The billions of dollars in humanitarian aid, tens of thousands of tons of concrete and construction materials, the electricity and water that Israel has supplied to Gaza for years - have been used to build these tunnels, which are intended to kill as many Israelis as possible
(Israel Hayom)


Video: Secondary Explosions Show Hamas Turned Hospital into Rocket Site     

Hamas turned Wafa Hospital into a command center and a rocket-launching site. Hamas has fired at Israel and at IDF forces from the hospital.
     

As a result, the IDF repeatedly conveyed warnings to the hospital staff and urged civilians to leave the area, before targeting specific sites and terrorists within the hospital grounds. Numerous secondary explosions can be seen, confirming the storage of munitions at the site.
(Israel Defense Forces)


200 Gazan Terrorists Killed, 150 Taken Prisoner
 
More than 200 Hamas and Islamic Jihad terrorists have been killed by the IDF since the start of the ground offensive. 
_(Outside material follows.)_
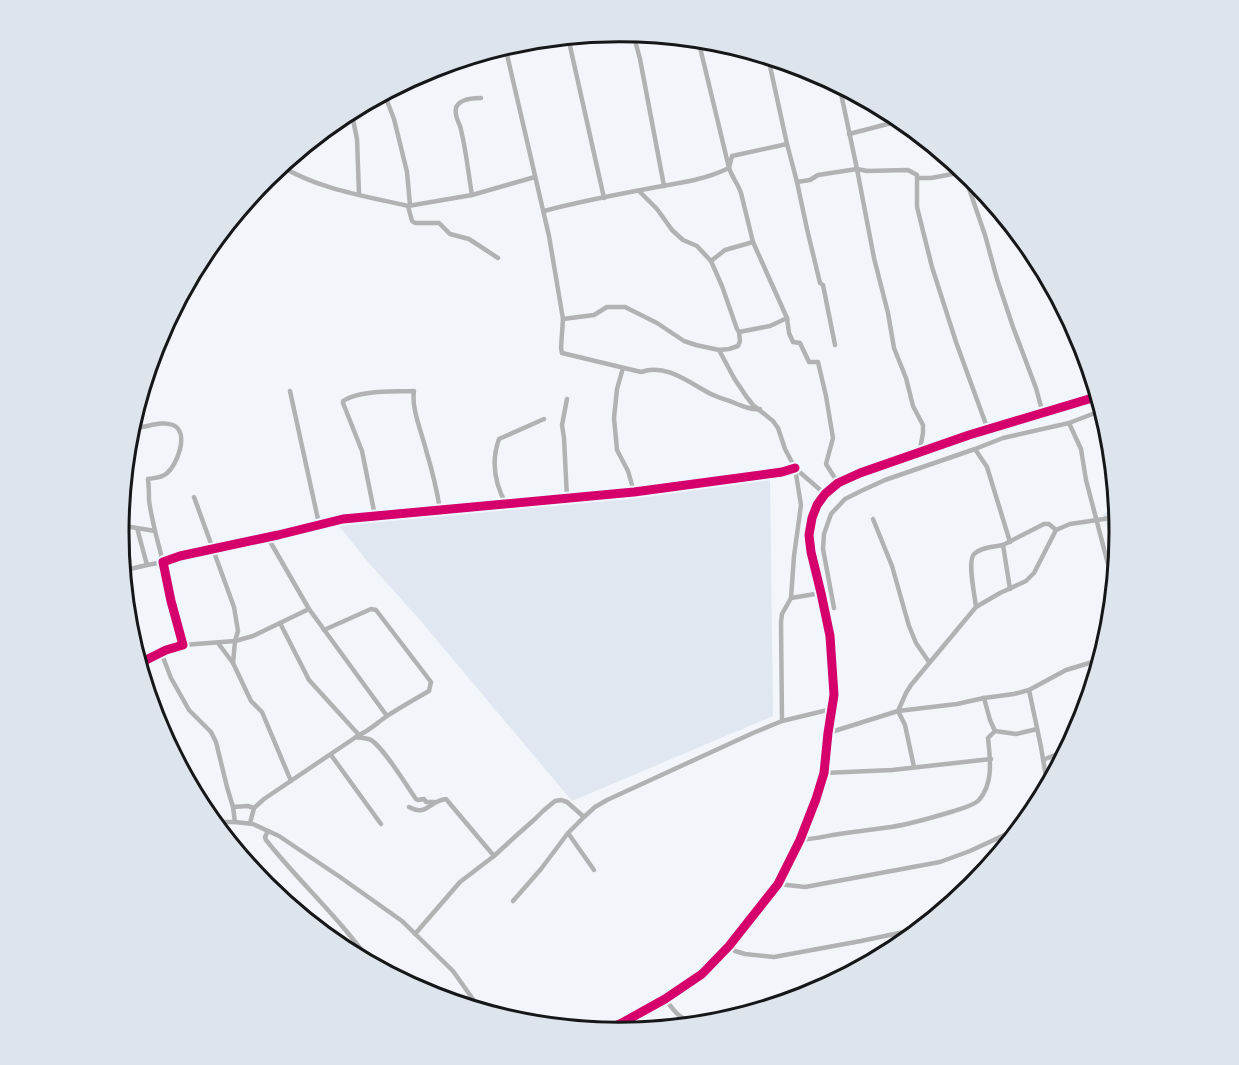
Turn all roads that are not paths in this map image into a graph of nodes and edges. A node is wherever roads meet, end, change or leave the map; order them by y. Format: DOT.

The IDF took some 150 Hamas terrorist prisoner[s] after they surrendered Wednesday in the southern Gaza cities of Khan Yunis and Rafah. 
(Jerusalem Post)


30,000 Gather to Honor IDF Soldier from L.A., Killed in Gaza
- Bradley Burston
 

Sgt. Max Steinberg, 24, was from Los Angeles' West San Fernando Valley. After he first visited Israel on a Birthright trip in 2012, he decided to move here and join the IDF. A member of the Golani infantry brigade, he was killed last Saturday night in Gaza.
     

Only a handful of the some 30,000 mourners had even heard of Max Steinberg prior to his death. During the day preceding the funeral, calls were made on Facebook to attend Steinberg's funeral. "As I look around right now, I am overwhelmed by the impact you had on so many lives," Max's sister Paige said. "It is unbelievable to see how many people are here in your honor."
(Ha'aretz)


Desperately Seeking Relevance -Jonathan Spyer

Hamas and the Muslim Brotherhood want a bloody war in Gaza, so as to reinsert themselves into popular legitimacy, relevance and diplomatic influence in the Arab world.

Hamas, previously isolated and increasingly irrelevant, is starring in a drama of its own making. Hamas banners are being carried once more by baying crowds in European cities.
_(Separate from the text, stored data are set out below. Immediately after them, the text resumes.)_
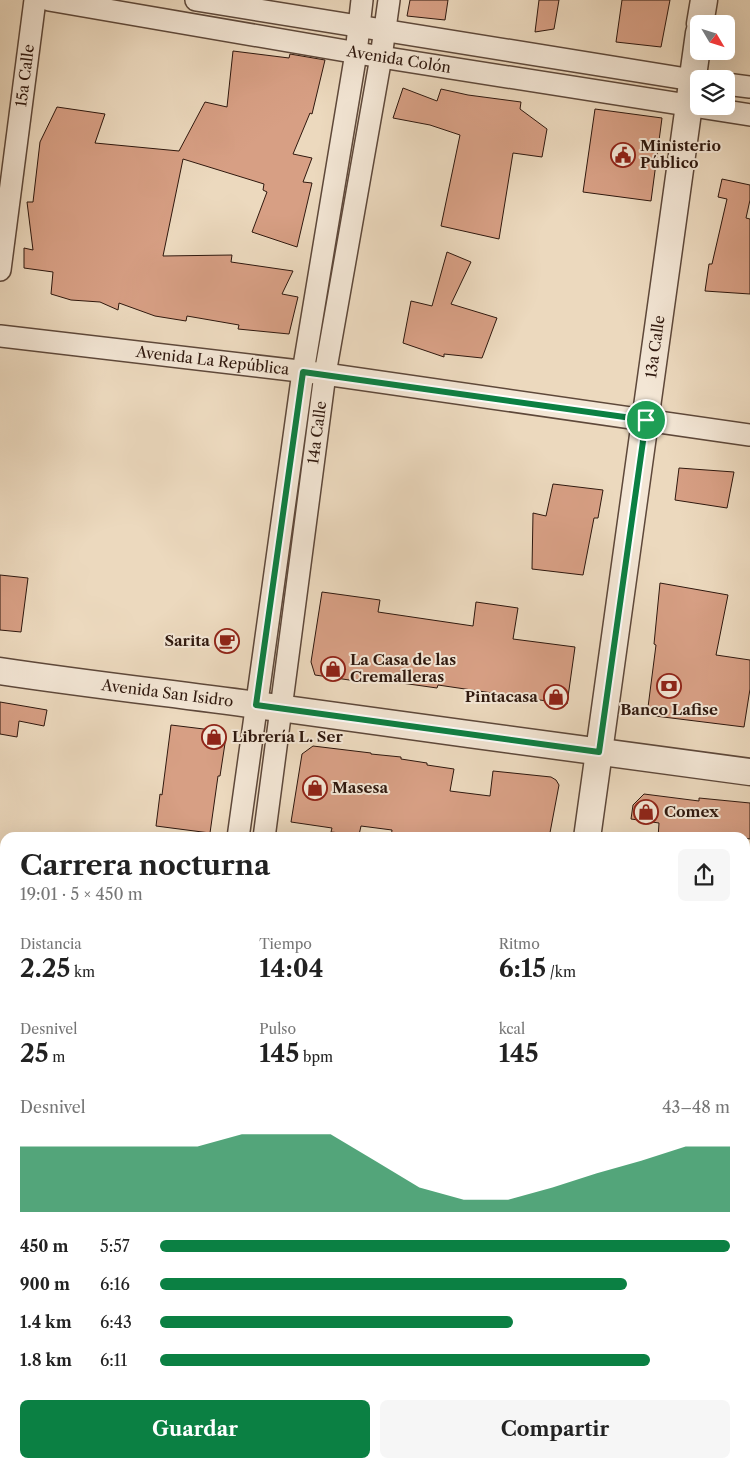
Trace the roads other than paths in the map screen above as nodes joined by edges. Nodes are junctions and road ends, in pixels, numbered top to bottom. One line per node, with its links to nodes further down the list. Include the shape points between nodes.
1 (35, 0): 18 (street, 15a Calle)
2 (49, 0): 10 (street, Avenida Colón)
3 (196, 0): 8 (street, Avenida Colón)
4 (362, 0): 8 (street, 14a Calle)
5 (389, 0): 9 (street, 14a Calle)
6 (704, 0): 7 (street)
7 (702, 15)
8 (359, 26): 9 (street, Avenida Colón); 10 (street, 14a Calle)
9 (385, 29): 11 (street, 14a Calle); 12 (street, Avenida Colón)
10 (356, 53): 11 (street, Avenida Colón); 20 (street, 14a Calle)
11 (381, 57): 16 (street, Avenida Colón); 21 (street, 14a Calle)
12 (690, 79)
13 (735, 85): 14 (street)
14 (750, 87)
15 (690, 99): 16 (street, 13a Calle)
16 (688, 106): 17 (street, Avenida Colón); 22 (street, 13a Calle)
17 (750, 115)
18 (0, 270)
19 (0, 336): 20 (street, Avenida La República)
20 (303, 372): 21 (street, Avenida La República); 25 (street, 14a Calle)
21 (325, 374): 22 (street, Avenida La República); 25 (street, 14a Calle)
22 (646, 420): 23 (street, Avenida La República); 26 (street, 13a Calle)
23 (750, 436)
24 (0, 671): 25 (street, Avenida San Isidro)
25 (269, 706): 26 (street, Avenida San Isidro); 28 (street, 14a Calle); 29 (street, 14a Calle)
26 (599, 752): 27 (street, Avenida San Isidro); 30 (street, 13a Calle)
27 (750, 772)
28 (239, 832)
29 (264, 832)
30 (588, 832)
Cairo is effectively allied with Israel and against Qatar/ Hamas/MB in this conflict. The obvious explanation for this is Cairo's ongoing war against the Egyptian Muslim Brotherhood. The "Arab street" has failed to rally to the Qatar/Hamas banner. There are larger demonstrations in European cities for Hamas than in any Arab capital.

The Arab world is engulfed by issues of far greater historic magnitude than the question of Gaza. And in any case, from the regional perspective this conflict appears as an Israel vs Hamas war, not an all out clash between Israelis and Palestinians.

[T]he war derives from the desire of Hamas, the Muslim Brotherhood and Qatar to return to relevance and centrality in the region, and from the persistent misreading of the nature of Israel and the true balance of forces between the Jewish state and its enemies, by the Islamist rulers of Gaza.